Cuatro. Atravesando Paseo de la Reforma se incrementa, en serio, la presencia policiaca. Discretamente he tomado algunas fotos y pienso tomar algunas más, pero no dejo de decirme a mí mismo: “Discretamente, hazlo discretamente”. Dos cuadras antes del monumento a la Revolución, cesa la presencia de la policía. Estoy en territorio de la CNTE. Es hora de la comida y así como algunos policías le entraban gustosos a las tortas que les habían repartido, los maestros comen o cocinan; unos descansan, otros conversan y, como es su san costumbre, algunos leen.
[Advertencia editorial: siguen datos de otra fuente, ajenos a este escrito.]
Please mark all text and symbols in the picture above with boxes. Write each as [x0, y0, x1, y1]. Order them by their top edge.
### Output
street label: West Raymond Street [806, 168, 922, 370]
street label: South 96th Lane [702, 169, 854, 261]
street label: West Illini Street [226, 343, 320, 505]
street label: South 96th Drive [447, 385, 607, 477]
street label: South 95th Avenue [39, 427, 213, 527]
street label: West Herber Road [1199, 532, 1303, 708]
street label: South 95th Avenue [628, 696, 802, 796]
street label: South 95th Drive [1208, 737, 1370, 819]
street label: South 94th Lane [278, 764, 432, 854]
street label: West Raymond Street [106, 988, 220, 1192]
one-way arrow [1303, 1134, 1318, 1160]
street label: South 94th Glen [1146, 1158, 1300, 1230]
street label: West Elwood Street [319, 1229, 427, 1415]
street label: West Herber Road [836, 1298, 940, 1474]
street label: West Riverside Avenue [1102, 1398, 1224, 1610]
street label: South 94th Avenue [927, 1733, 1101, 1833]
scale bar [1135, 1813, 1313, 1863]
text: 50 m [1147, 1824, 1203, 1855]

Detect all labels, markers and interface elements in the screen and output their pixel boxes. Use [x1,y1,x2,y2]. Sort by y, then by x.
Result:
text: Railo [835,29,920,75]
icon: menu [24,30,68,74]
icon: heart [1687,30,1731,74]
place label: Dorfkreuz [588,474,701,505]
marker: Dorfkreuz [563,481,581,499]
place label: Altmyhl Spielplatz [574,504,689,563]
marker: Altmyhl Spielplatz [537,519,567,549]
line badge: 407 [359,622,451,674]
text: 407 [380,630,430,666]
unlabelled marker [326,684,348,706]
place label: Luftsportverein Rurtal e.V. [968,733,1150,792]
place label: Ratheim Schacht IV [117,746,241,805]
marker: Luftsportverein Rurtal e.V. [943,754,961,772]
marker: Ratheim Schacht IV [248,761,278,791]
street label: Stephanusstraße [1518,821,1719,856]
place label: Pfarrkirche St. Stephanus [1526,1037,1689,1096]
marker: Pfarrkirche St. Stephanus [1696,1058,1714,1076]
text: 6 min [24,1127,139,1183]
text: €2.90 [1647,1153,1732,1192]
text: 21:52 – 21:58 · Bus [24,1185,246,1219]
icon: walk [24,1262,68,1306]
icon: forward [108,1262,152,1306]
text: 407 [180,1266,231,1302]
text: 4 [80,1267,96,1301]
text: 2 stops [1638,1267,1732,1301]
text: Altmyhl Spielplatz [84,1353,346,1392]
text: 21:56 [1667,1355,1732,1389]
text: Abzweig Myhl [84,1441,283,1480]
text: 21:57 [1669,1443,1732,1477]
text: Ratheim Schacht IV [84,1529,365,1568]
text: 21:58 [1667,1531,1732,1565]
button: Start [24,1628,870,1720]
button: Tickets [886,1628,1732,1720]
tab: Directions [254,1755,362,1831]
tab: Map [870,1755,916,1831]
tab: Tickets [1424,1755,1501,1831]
Más adelante me percato que las oficinas del cen del pri ya no están cercadas por los profes ni custodiadas por la policía. Pareciera que todo ha vuelto a la normalidad, pero…

La normalidad en la ciudad es precaria, si no es que sólo aparente. Hoy pudo haber caído la gota que derramara el vaso o en términos de Mao, hoy pudo haber sido el día en que una chispa incendiara la pradera. Tal es el estado que guarda la Nación.
@Vegdelanoche

Nota editorial leída el 19 de noviembre de 2013 en #LosAtractivosDeLaNoche, programa de radioamlo.org, que se transmite los martes de las diez de la noche a la una de la mañana.